The bill also proposes to repeal offences that are outdated or otherwise redundant. It would repeal 20 such offences. Many Canadians may not know that the criminal law currently prohibits conduct such as challenging someone to a duel, posting a reward for the return of a stolen item with no questions asked, possessing crime comics, advertising a drug to enhance sexual virility, publishing a blasphemous libel, and fraudulently practising witchcraft.

Canadians are far better served by a Criminal Code that is focused on conduct that actually causes harms or risks causing harms to Canadians and our fundamental values.

Finally, the bill would amend the Department of Justice Act to create a new statutory duty for the Minister of Justice. This duty would require the minister, and future ministers, to table a charter statement for every government bill that is introduced. That statement will set out any potential effects a bill may have on the charter rights and freedoms of Canadians.

The Minister of Justice has already been tabling these statements in relation to bills that she has introduced. The proposed amendment to the Department of Justice Act would formalize this practice and extend it to all government bills. This would complement the existing duty on the Minister of Justice to examine every government bill for inconsistency with the charter.

Going forward, charter statements will identify and highlight key charter rights and freedoms that are engaged by any government bill tabled after this legislation comes in force. They will also set out considerations that support the justification of any limits that a bill may have on a charter right or freedom.

That said, charter statements are not the same as the legal advice provided by a minister of justice or his or her officials during the course of a bill's development. That advice will remain confidential and protected by solicitor-client privilege.

Rather, charter statements are intended to provide Parliament and the public with legal information about the charter implications of proposed legislation. They are meant to flag key charter issues and to be a resource to Parliament and the public for the purposes of enriching debate.

This initiative is motivated by the Minister of Justice's commitment to openness and transparency and is intended to further the commitment in relation to one of our government's core responsibilities: enacting legislation that respects the Constitution, including the rights and freedoms guaranteed by the charter.

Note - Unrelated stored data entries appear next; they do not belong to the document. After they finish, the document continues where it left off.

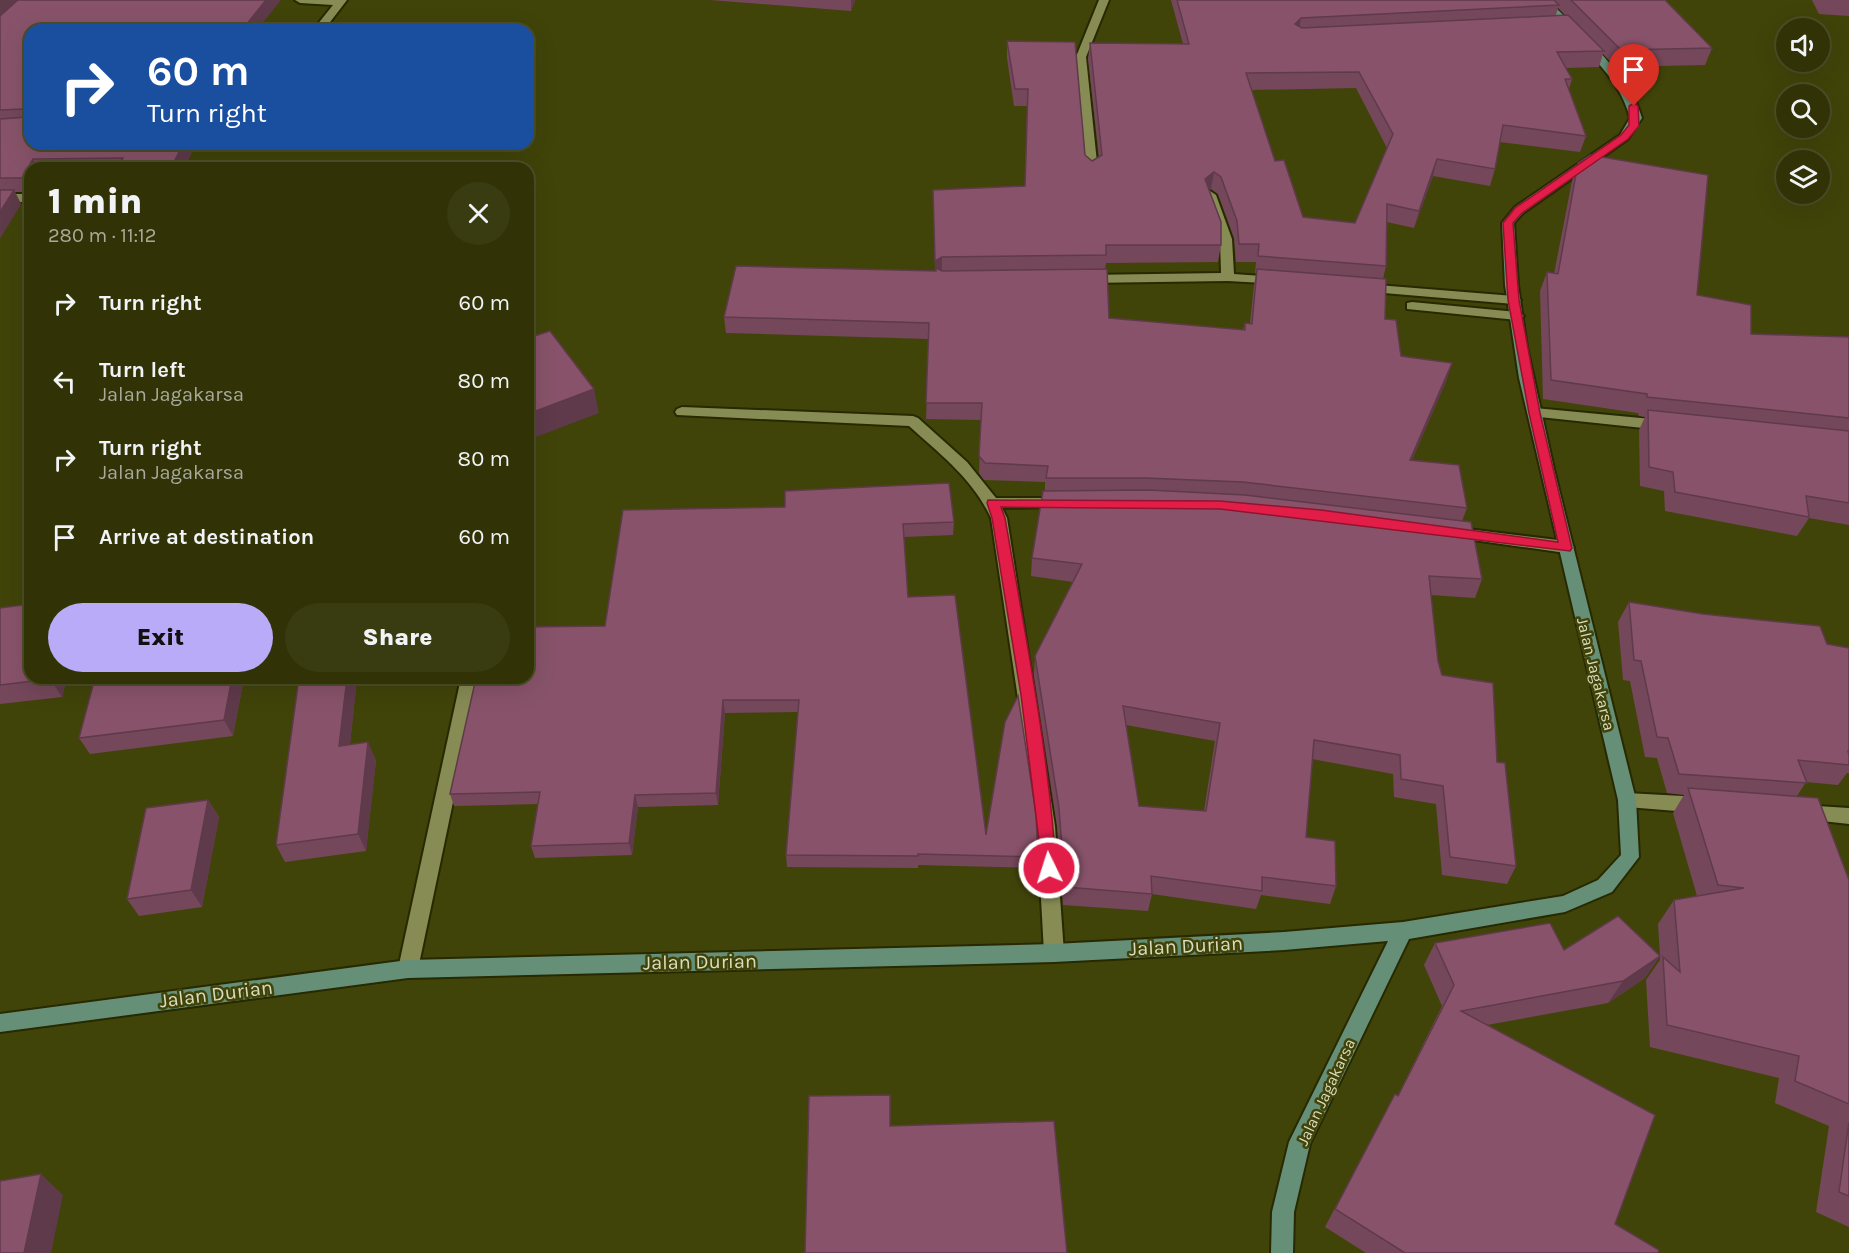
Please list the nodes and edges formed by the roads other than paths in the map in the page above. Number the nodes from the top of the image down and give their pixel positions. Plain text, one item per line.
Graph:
1 (300, 0) edge
2 (1104, 0) edge
3 (1542, 0) edge
4 (342, 1) edge
5 (323, 24) edge
6 (1569, 26) junction
7 (1550, 27) edge
8 (1092, 172) edge
9 (1210, 195) edge
10 (0, 198) edge
11 (24, 198) edge
12 (1228, 277) junction
13 (1073, 279) edge
14 (1286, 281) edge
15 (1355, 287) edge
16 (1514, 300) junction
17 (1412, 306) dead end
18 (1517, 316) junction
19 (682, 412) dead end
20 (1534, 413) junction
21 (1676, 426) edge
22 (1083, 502) edge
23 (993, 503) junction
24 (1438, 530) edge
25 (1566, 548) junction
26 (470, 684) edge
27 (1627, 800) junction
28 (1720, 807) edge
29 (1779, 811) edge
30 (1849, 816) edge
31 (1403, 931) junction
32 (1054, 954) junction
33 (408, 969) junction
34 (0, 1023) edge
35 (1282, 1253) edge

1 - 4 street
2 - 8 street
3 - 6 main road, Jalan Jagakarsa
4 - 5 street
6 - 7 street
6 - 16 main road, Jalan Jagakarsa
9 - 12 street
10 - 11 street
12 - 13 street
12 - 14 street
15 - 16 street
16 - 18 main road, Jalan Jagakarsa
17 - 18 street
18 - 20 main road, Jalan Jagakarsa
19 - 23 street
20 - 21 street
20 - 25 main road, Jalan Jagakarsa
22 - 23 street
23 - 32 street
24 - 25 street
25 - 27 main road, Jalan Jagakarsa
26 - 33 street
27 - 28 street
27 - 31 main road, Jalan Jagakarsa
29 - 30 street
31 - 32 main road, Jalan Durian
31 - 35 main road, Jalan Jagakarsa
32 - 33 main road, Jalan Durian
33 - 34 main road, Jalan Durian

This amendment is particularly timely, as 2017 marks the 35th anniversary of the Charter of Rights and Freedoms. This initiative recognizes the essential role the charter plays in our free and democratic society, and our government is very proud to propose it.

I urge all members to support this important legislation, which represents one more step in the minister's review of the criminal justice system, one more step in our government's commitment to the charter, and one more step toward ensuring that our laws are relevant, fair, and accessible to all Canadians.

Criminal CodeGovernment Orders

June 15th, 2017 / 5 p.m.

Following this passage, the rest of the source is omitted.